The Iranian mission to the United Nations said in a statement on Friday (Australian time) that Iran “categorically rejects the US unfounded claim with regard to 13 June oil tanker incidents and condemns it in the strongest possible terms”.
“The US and its regional allies must stop warmongering and put an end to mischievous plots and false flag operations in the region.”
In response, Captain Urban said: “The United States has no interest in engaging in a new conflict in the Middle East … However, we will defend our interests”.
Secretary of State Mike Pompeo told an earlier media conference that the US believed Iran was responsible for the attacks.
“This assessment is based on intelligence, the weapons used, the level of expertise needed to execute the operation, recent similar Iranian attacks on shipping, and the fact that no proxy group operating in the area has the resources and proficiency to act with such a high degree of sophistication,” Mr Pompeo said.
A US Navy ship, the USS Bainbridge, rushed in to assist the stricken vessels, which were loaded with petroleum products.
The Front Altair burned for hours, a fire that charred half of one of the vessel’s sides and sent up a column of thick, black smoke.
Washington also accused Tehran of being behind a similar attack on May 12 on four tankers in the same area, a vital shipping route through which much of the world’s oil passes.
Tensions between Iran and the US, along with its allies, have risen since Washington pulled out of a deal last year between Iran and global powers that aimed to curb Tehran’s nuclear ambitions.
Iran has repeatedly warned it would block the Strait of Hormuz if it cannot sell its oil due to US sanctions.
Iranian Foreign Minister Mohammad Javad Zarif described the incidents as “suspicious” on Twitter and called for regional dialogue. Tehran has also denied responsibility for the May 12 attacks.
Russia, one of Iran’s main allies, was quick to urge caution, saying no one should rush to conclusions about the incident.
While I very much appreciate P.M. Abe going to Iran to meet with Ayatollah Ali Khamenei, I personally feel that it is too soon to even think about making a deal.

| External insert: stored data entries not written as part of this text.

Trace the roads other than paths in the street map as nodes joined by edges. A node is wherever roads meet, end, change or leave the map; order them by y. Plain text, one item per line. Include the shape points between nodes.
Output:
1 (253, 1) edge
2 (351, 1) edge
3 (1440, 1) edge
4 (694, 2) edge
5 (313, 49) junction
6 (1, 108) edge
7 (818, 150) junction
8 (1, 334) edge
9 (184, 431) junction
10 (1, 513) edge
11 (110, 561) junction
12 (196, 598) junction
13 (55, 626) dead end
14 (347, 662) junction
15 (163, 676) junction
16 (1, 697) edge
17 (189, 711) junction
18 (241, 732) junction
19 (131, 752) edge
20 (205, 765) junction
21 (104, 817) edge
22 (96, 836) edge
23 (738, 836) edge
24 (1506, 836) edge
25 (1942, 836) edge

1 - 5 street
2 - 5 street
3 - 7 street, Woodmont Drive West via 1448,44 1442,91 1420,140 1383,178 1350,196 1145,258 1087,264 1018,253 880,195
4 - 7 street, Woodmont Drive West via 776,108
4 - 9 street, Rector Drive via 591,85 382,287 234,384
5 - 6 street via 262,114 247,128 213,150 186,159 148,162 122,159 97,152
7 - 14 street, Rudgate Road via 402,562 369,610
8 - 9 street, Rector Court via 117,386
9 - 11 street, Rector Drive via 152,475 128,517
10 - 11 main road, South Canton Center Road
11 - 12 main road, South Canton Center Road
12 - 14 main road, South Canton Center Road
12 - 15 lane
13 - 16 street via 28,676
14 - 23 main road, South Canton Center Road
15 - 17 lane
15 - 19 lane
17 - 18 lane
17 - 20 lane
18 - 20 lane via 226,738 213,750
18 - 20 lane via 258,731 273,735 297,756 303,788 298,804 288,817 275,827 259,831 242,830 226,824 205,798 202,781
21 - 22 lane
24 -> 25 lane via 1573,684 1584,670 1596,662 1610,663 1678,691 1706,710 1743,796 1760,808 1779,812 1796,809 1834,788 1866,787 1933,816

They are not ready, and neither are we!
— Donald J. Trump (@realDonaldTrump) June 13, 2019
UN Secretary-General Antonio Guterres told a meeting of the UN Security Council on co-operation between the United Nations and the League of Arab States: “Facts must be established and responsibilities clarified.”

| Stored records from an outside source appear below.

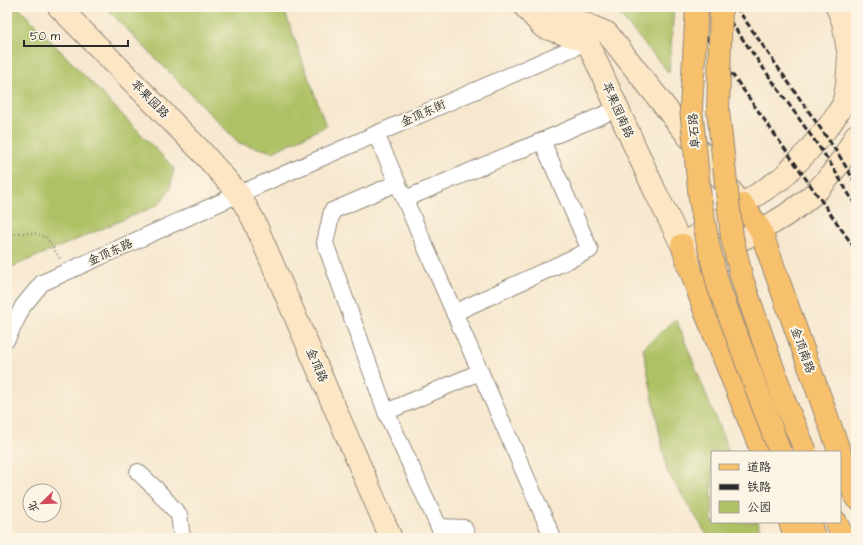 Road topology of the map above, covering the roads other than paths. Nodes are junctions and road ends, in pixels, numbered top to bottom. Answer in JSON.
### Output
{"nodes":[{"id":1,"x":58,"y":7,"type":"edge"},
{"id":2,"x":525,"y":7,"type":"edge"},
{"id":3,"x":554,"y":7,"type":"edge"},
{"id":4,"x":697,"y":7,"type":"edge"},
{"id":5,"x":721,"y":7,"type":"edge"},
{"id":6,"x":837,"y":7,"type":"edge"},
{"id":7,"x":597,"y":37,"type":"junction"},
{"id":8,"x":617,"y":109,"type":"junction"},
{"id":9,"x":376,"y":134,"type":"junction"},
{"id":10,"x":856,"y":135,"type":"edge"},
{"id":11,"x":542,"y":141,"type":"junction"},
{"id":12,"x":397,"y":183,"type":"junction"},
{"id":13,"x":239,"y":194,"type":"junction"},
{"id":14,"x":405,"y":199,"type":"junction"},
{"id":15,"x":743,"y":205,"type":"junction"},
{"id":16,"x":760,"y":229,"type":"junction"},
{"id":17,"x":685,"y":255,"type":"junction"},
{"id":18,"x":7,"y":305,"type":"edge"},
{"id":19,"x":23,"y":306,"type":"junction"},
{"id":20,"x":454,"y":312,"type":"junction"},
{"id":21,"x":7,"y":339,"type":"edge"},
{"id":22,"x":480,"y":372,"type":"junction"},
{"id":23,"x":386,"y":412,"type":"junction"},
{"id":24,"x":762,"y":451,"type":"edge"},
{"id":25,"x":780,"y":451,"type":"edge"},
{"id":26,"x":806,"y":451,"type":"edge"},
{"id":27,"x":839,"y":451,"type":"edge"},
{"id":28,"x":841,"y":456,"type":"edge"},
{"id":29,"x":138,"y":472,"type":"dead end"},
{"id":30,"x":856,"y":498,"type":"edge"},
{"id":31,"x":790,"y":523,"type":"edge"},
{"id":32,"x":809,"y":523,"type":"edge"},
{"id":33,"x":836,"y":523,"type":"edge"},
{"id":34,"x":182,"y":538,"type":"edge"},
{"id":35,"x":391,"y":538,"type":"edge"},
{"id":36,"x":468,"y":538,"type":"edge"},
{"id":37,"x":553,"y":538,"type":"edge"},
{"id":38,"x":796,"y":538,"type":"edge"},
{"id":39,"x":815,"y":538,"type":"edge"},
{"id":40,"x":842,"y":538,"type":"edge"}],
"edges":[{"from":1,"to":13,"type":"main road","name":"苹果园路"},
{"from":2,"to":7,"type":"main road"},
{"from":3,"to":7,"type":"main road"},
{"from":4,"to":25,"type":"main road","name":"阜石路","bridge":true},
{"from":5,"to":26,"type":"main road","bridge":true},
{"from":6,"to":15,"type":"main road"},
{"from":7,"to":8,"type":"main road","name":"苹果园南路"},
{"from":7,"to":9,"type":"street","name":"金顶东街"},
{"from":7,"to":15,"type":"main road"},
{"from":8,"to":11,"type":"street"},
{"from":8,"to":17,"type":"main road","name":"苹果园南路"},
{"from":9,"to":12,"type":"street"},
{"from":9,"to":13,"type":"street","name":"金顶东街"},
{"from":10,"to":16,"type":"main road"},
{"from":11,"to":14,"type":"street"},
{"from":11,"to":20,"type":"street"},
{"from":12,"to":14,"type":"street"},
{"from":12,"to":23,"type":"street"},
{"from":13,"to":19,"type":"street","name":"金顶东路"},
{"from":13,"to":35,"type":"main road","name":"金顶路"},
{"from":14,"to":20,"type":"street"},
{"from":15,"to":16,"type":"main road","name":"金顶南路"},
{"from":15,"to":17,"type":"main road"},
{"from":16,"to":17,"type":"main road"},
{"from":16,"to":27,"type":"main road","name":"金顶南路"},
{"from":17,"to":24,"type":"main road"},
{"from":18,"to":19,"type":"street"},
{"from":19,"to":21,"type":"street","name":"金顶东路"},
{"from":20,"to":22,"type":"street"},
{"from":22,"to":23,"type":"street"},
{"from":22,"to":37,"type":"street"},
{"from":23,"to":36,"type":"street"},
{"from":28,"to":30,"type":"main road","name":"金顶南路"},
{"from":29,"to":34,"type":"street"},
{"from":31,"to":38,"type":"main road"},
{"from":32,"to":39,"type":"main road"},
{"from":33,"to":40,"type":"main road"}]}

He warned that the world cannot afford “a major confrontation in the Gulf region”.
Crude oil prices climbed as much as 4.0 per cent after the attacks near the entrance to the Strait of Hormuz, a crucial shipping artery for Saudi Arabia, the world’s biggest oil exporter, and other Gulf energy producers.
“We need to remember that some 30 per cent of the world’s [seaborne] crude oil passes through the straits. If the waters are becoming unsafe, the supply to the entire Western world could be at risk,” said Paolo d’Amico, chairman of INTERTANKO tanker association.
Japanese Prime Minister Shinzo Abe, who was visiting Tehran when Thursday’s attacks occurred, urged all sides not to let tensions in the area escalate.
Britain said it was “deeply concerned” about the attacks.
Germany, which like Britain remains a signatory to the nuclear pact with Iran, said the “situation is dangerous” and all sides needed to avoid an escalation.